What you will do:
A verbatim transcript of the data below is required, images omitted.

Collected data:
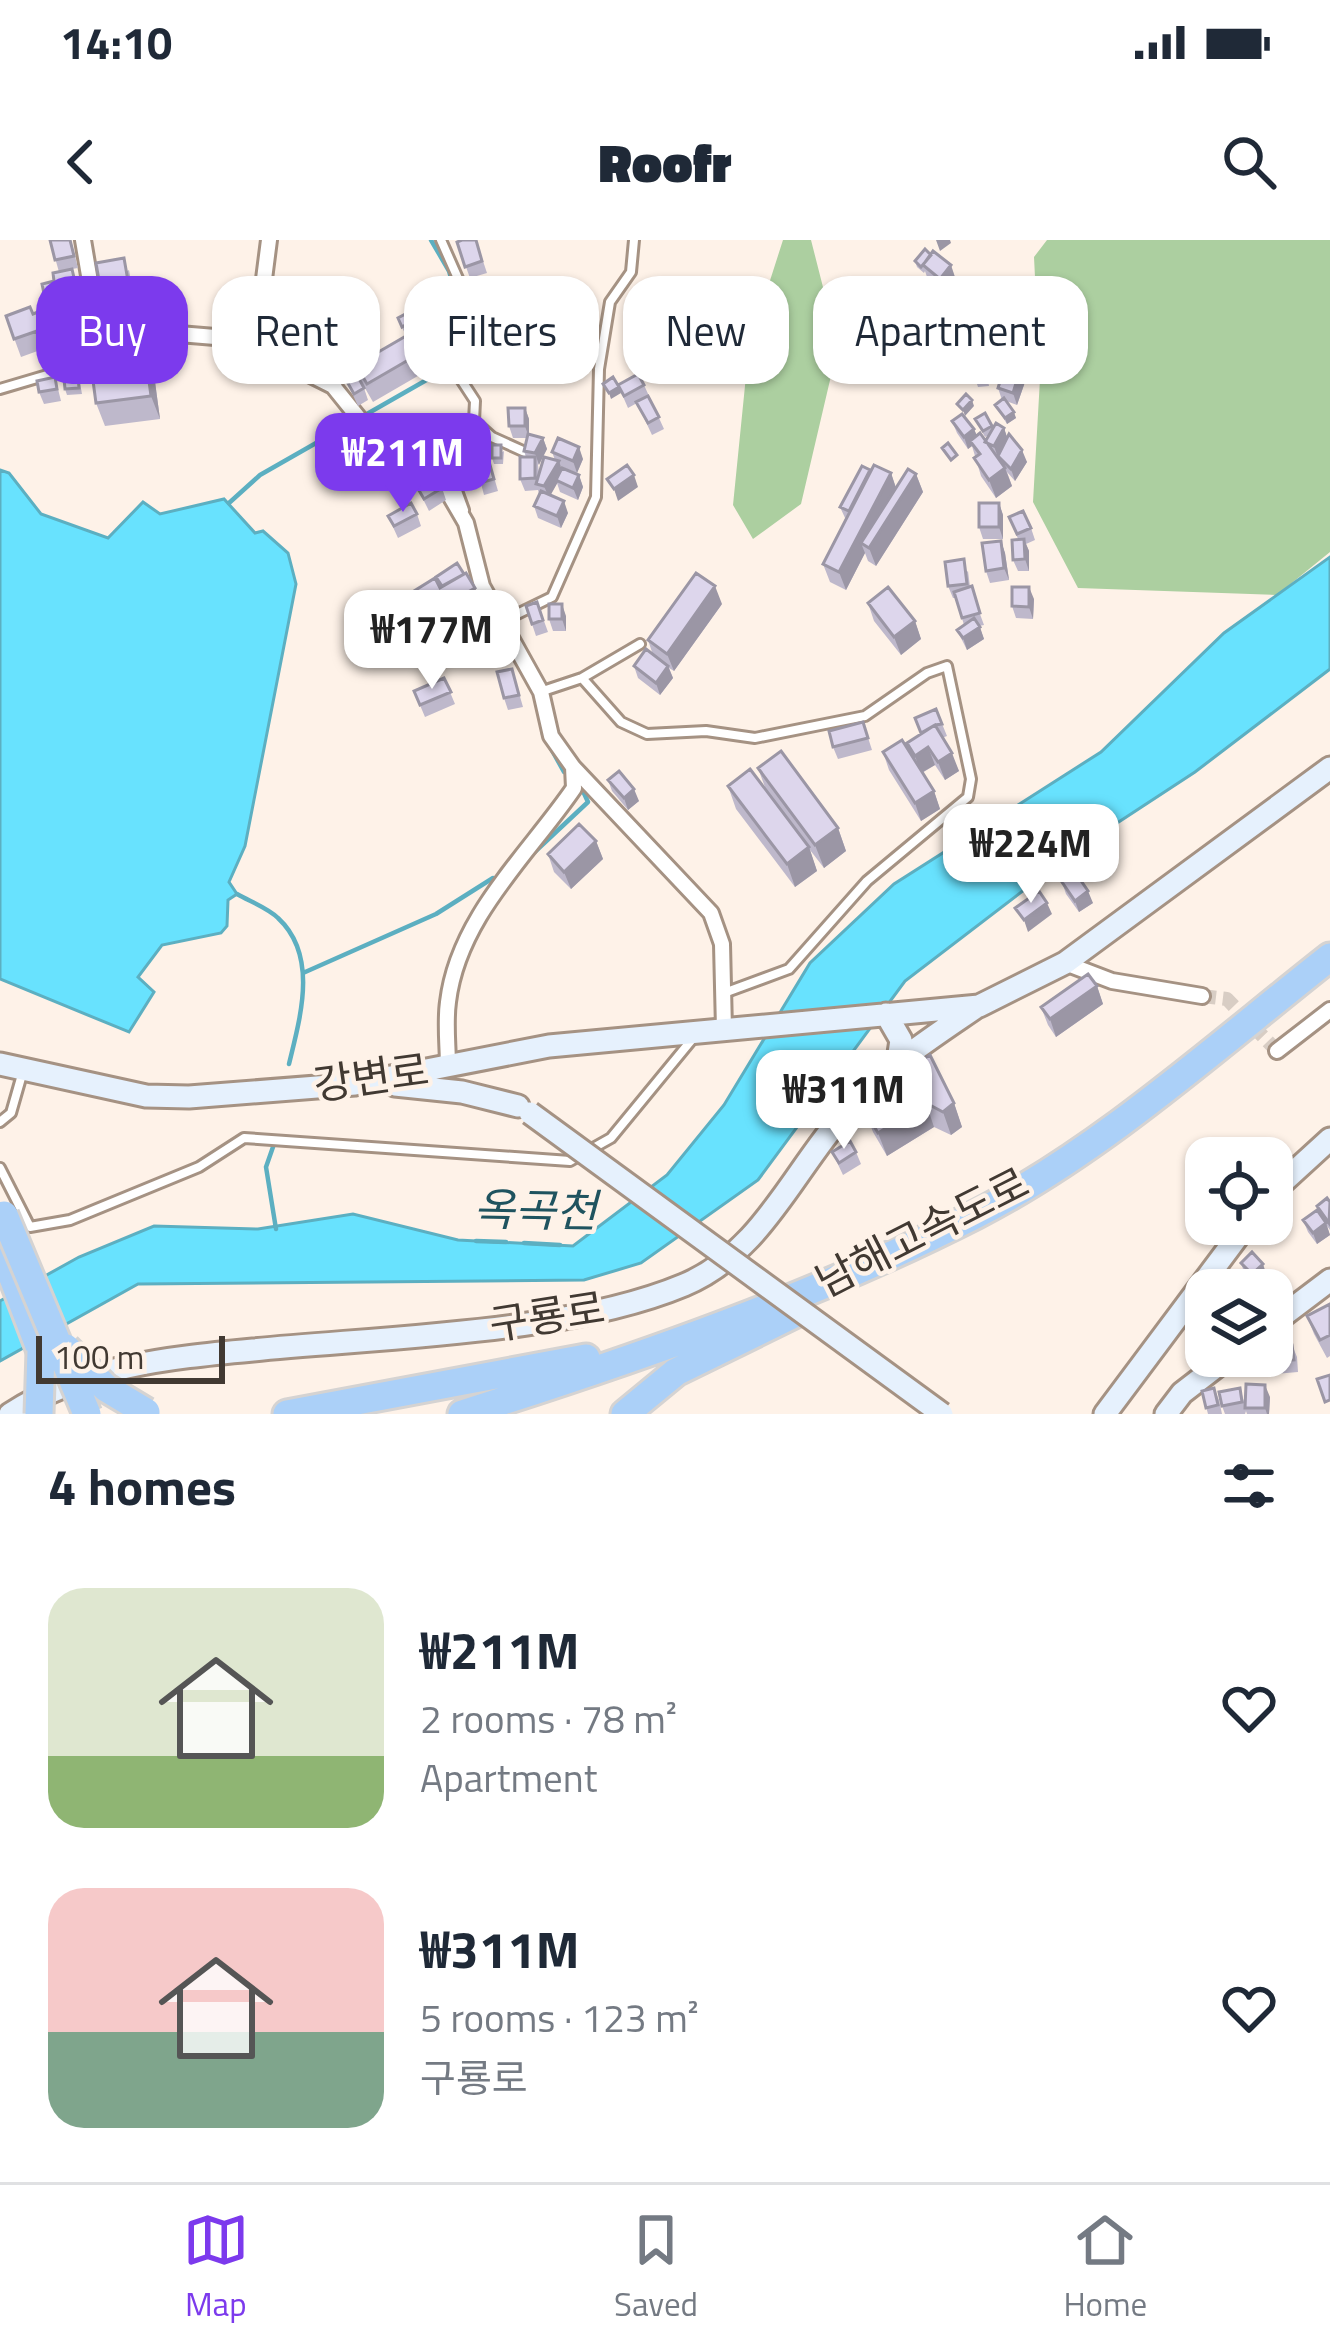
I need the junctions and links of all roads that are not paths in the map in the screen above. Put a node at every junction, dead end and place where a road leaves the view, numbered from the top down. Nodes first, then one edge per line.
1 (83, 240) edge
2 (269, 240) edge
3 (441, 240) edge
4 (634, 240) edge
5 (89, 276) edge
6 (188, 333) edge
7 (36, 378) edge
8 (333, 386) junction
9 (0, 388) edge
10 (473, 421) junction
11 (525, 452) edge
12 (466, 523) junction
13 (501, 621) junction
14 (640, 644) dead end
15 (582, 678) junction
16 (541, 692) junction
17 (573, 767) junction
18 (1330, 768) edge
19 (1330, 956) edge
20 (1065, 963) junction
21 (1330, 980) edge
22 (724, 993) junction
23 (1202, 995) tunnel mouth
24 (979, 1006) junction
25 (1330, 1010) edge
26 (886, 1014) junction
27 (733, 1028) junction
28 (699, 1032) junction
29 (1277, 1051) dead end
30 (898, 1060) junction
31 (0, 1064) edge
32 (448, 1067) junction
33 (23, 1071) junction
34 (355, 1084) junction
35 (524, 1110) junction
36 (0, 1122) edge
37 (1330, 1139) edge
38 (0, 1168) edge
39 (1293, 1173) edge
40 (2, 1210) edge
41 (0, 1244) edge
42 (1231, 1245) edge
43 (1330, 1280) edge
44 (1293, 1308) edge
45 (794, 1314) junction
46 (673, 1342) junction
47 (48, 1344) junction
48 (1203, 1377) edge
49 (150, 1413) edge
50 (10, 1414) edge
51 (39, 1414) edge
52 (68, 1414) edge
53 (87, 1414) edge
54 (287, 1414) edge
55 (463, 1414) edge
56 (513, 1414) edge
57 (625, 1414) edge
58 (942, 1414) edge
59 (1106, 1414) edge
60 (1166, 1414) edge

1 - 5 street
2 - 8 street
3 - 10 lane
4 - 13 lane
6 - 8 street
7 - 9 lane
8 - 12 street
10 - 11 lane
10 - 12 lane
12 - 13 street
13 - 16 street
14 - 15 lane
15 - 16 lane
15 - 22 lane
16 - 17 street
17 - 22 street
17 - 32 street
18 - 20 street
19 - 46 highway, 남해고속도로
20 - 23 street
20 - 24 street
21 - 45 highway, 남해고속도로
22 - 27 street
24 - 26 street, 강변로
24 - 30 street, 구룡로
25 - 29 street
26 - 27 street, 강변로
26 - 30 street
27 - 28 street, 강변로
28 - 32 street, 강변로
28 - 38 lane
30 - 50 street, 구룡로
31 - 33 street, 강변로
32 - 34 street, 강변로
32 - 35 street
33 - 34 street, 강변로
33 - 36 lane
34 - 35 street
35 - 58 street, bridge
37 - 39 street
40 - 47 highway, bridge
41 - 47 highway
42 - 59 street
43 - 44 street
45 - 56 highway, 남해고속도로
45 - 57 highway
46 - 54 highway
46 - 55 highway, 남해고속도로
47 - 49 highway, bridge
47 - 51 highway, bridge
47 - 52 highway
47 - 53 highway, bridge
48 - 60 street

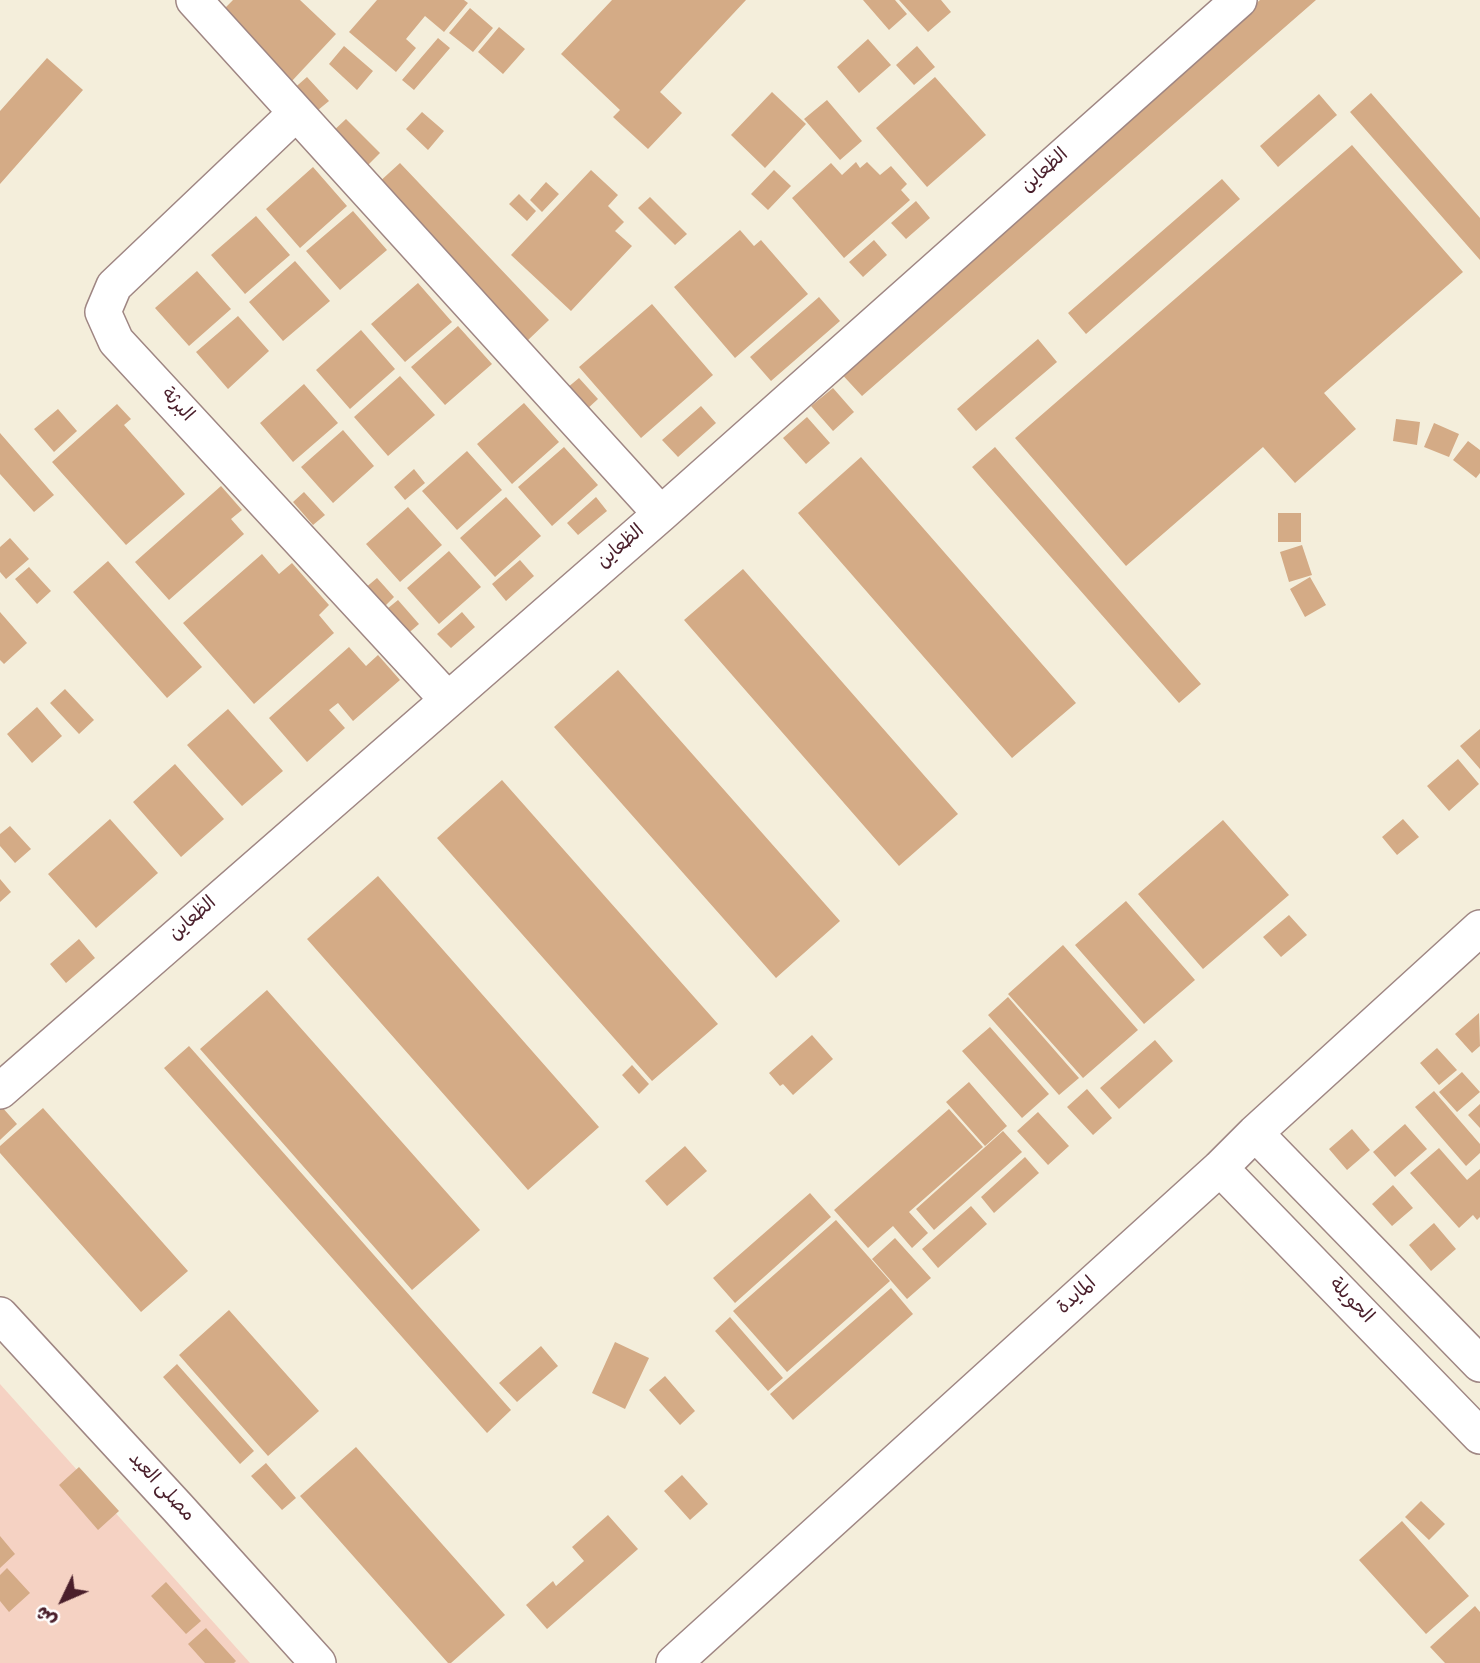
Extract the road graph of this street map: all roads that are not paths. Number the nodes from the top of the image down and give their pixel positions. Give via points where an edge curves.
1 (194, 0) edge
2 (1239, 0) edge
3 (296, 113) junction
4 (661, 514) junction
5 (447, 699) junction
6 (1480, 928) edge
7 (0, 1091) edge
8 (1255, 1133) junction
9 (1220, 1168) junction
10 (0, 1315) edge
11 (1480, 1364) edge
12 (1480, 1436) edge
13 (318, 1663) edge
14 (674, 1663) edge

1 - 3 street
2 - 4 street, الظعاين
3 - 4 street
3 - 5 street, البرثة via 114,286 103,312 116,341
4 - 5 street, الظعاين
5 - 7 street, الظعاين
6 - 8 street, المايدة
8 - 9 street, المايدة
8 - 11 street
9 - 12 street, الحويلة
9 - 14 street, المايدة
10 - 13 street, مصلى العيد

Exercise response:
I need the junctions and links of all roads that are not paths in the map in the screen above. Put a node at every junction, dead end and place where a road leaves the view, numbered from the top down. Nodes first, then one edge per line.
1 (83, 240) edge
2 (269, 240) edge
3 (441, 240) edge
4 (634, 240) edge
5 (89, 276) edge
6 (188, 333) edge
7 (36, 378) edge
8 (333, 386) junction
9 (0, 388) edge
10 (473, 421) junction
11 (525, 452) edge
12 (466, 523) junction
13 (501, 621) junction
14 (640, 644) dead end
15 (582, 678) junction
16 (541, 692) junction
17 (573, 767) junction
18 (1330, 768) edge
19 (1330, 956) edge
20 (1065, 963) junction
21 (1330, 980) edge
22 (724, 993) junction
23 (1202, 995) tunnel mouth
24 (979, 1006) junction
25 (1330, 1010) edge
26 (886, 1014) junction
27 (733, 1028) junction
28 (699, 1032) junction
29 (1277, 1051) dead end
30 (898, 1060) junction
31 (0, 1064) edge
32 (448, 1067) junction
33 (23, 1071) junction
34 (355, 1084) junction
35 (524, 1110) junction
36 (0, 1122) edge
37 (1330, 1139) edge
38 (0, 1168) edge
39 (1293, 1173) edge
40 (2, 1210) edge
41 (0, 1244) edge
42 (1231, 1245) edge
43 (1330, 1280) edge
44 (1293, 1308) edge
45 (794, 1314) junction
46 (673, 1342) junction
47 (48, 1344) junction
48 (1203, 1377) edge
49 (150, 1413) edge
50 (10, 1414) edge
51 (39, 1414) edge
52 (68, 1414) edge
53 (87, 1414) edge
54 (287, 1414) edge
55 (463, 1414) edge
56 (513, 1414) edge
57 (625, 1414) edge
58 (942, 1414) edge
59 (1106, 1414) edge
60 (1166, 1414) edge

1 - 5 street
2 - 8 street
3 - 10 lane
4 - 13 lane
6 - 8 street
7 - 9 lane
8 - 12 street
10 - 11 lane
10 - 12 lane
12 - 13 street
13 - 16 street
14 - 15 lane
15 - 16 lane
15 - 22 lane
16 - 17 street
17 - 22 street
17 - 32 street
18 - 20 street
19 - 46 highway, 남해고속도로
20 - 23 street
20 - 24 street
21 - 45 highway, 남해고속도로
22 - 27 street
24 - 26 street, 강변로
24 - 30 street, 구룡로
25 - 29 street
26 - 27 street, 강변로
26 - 30 street
27 - 28 street, 강변로
28 - 32 street, 강변로
28 - 38 lane
30 - 50 street, 구룡로
31 - 33 street, 강변로
32 - 34 street, 강변로
32 - 35 street
33 - 34 street, 강변로
33 - 36 lane
34 - 35 street
35 - 58 street, bridge
37 - 39 street
40 - 47 highway, bridge
41 - 47 highway
42 - 59 street
43 - 44 street
45 - 56 highway, 남해고속도로
45 - 57 highway
46 - 54 highway
46 - 55 highway, 남해고속도로
47 - 49 highway, bridge
47 - 51 highway, bridge
47 - 52 highway
47 - 53 highway, bridge
48 - 60 street

Extract the road graph of this street map: all roads that are not paths. Number the nodes from the top of the image down and give their pixel positions. Give via points where an edge curves.
1 (194, 0) edge
2 (1239, 0) edge
3 (296, 113) junction
4 (661, 514) junction
5 (447, 699) junction
6 (1480, 928) edge
7 (0, 1091) edge
8 (1255, 1133) junction
9 (1220, 1168) junction
10 (0, 1315) edge
11 (1480, 1364) edge
12 (1480, 1436) edge
13 (318, 1663) edge
14 (674, 1663) edge

1 - 3 street
2 - 4 street, الظعاين
3 - 4 street
3 - 5 street, البرثة via 114,286 103,312 116,341
4 - 5 street, الظعاين
5 - 7 street, الظعاين
6 - 8 street, المايدة
8 - 9 street, المايدة
8 - 11 street
9 - 12 street, الحويلة
9 - 14 street, المايدة
10 - 13 street, مصلى العيد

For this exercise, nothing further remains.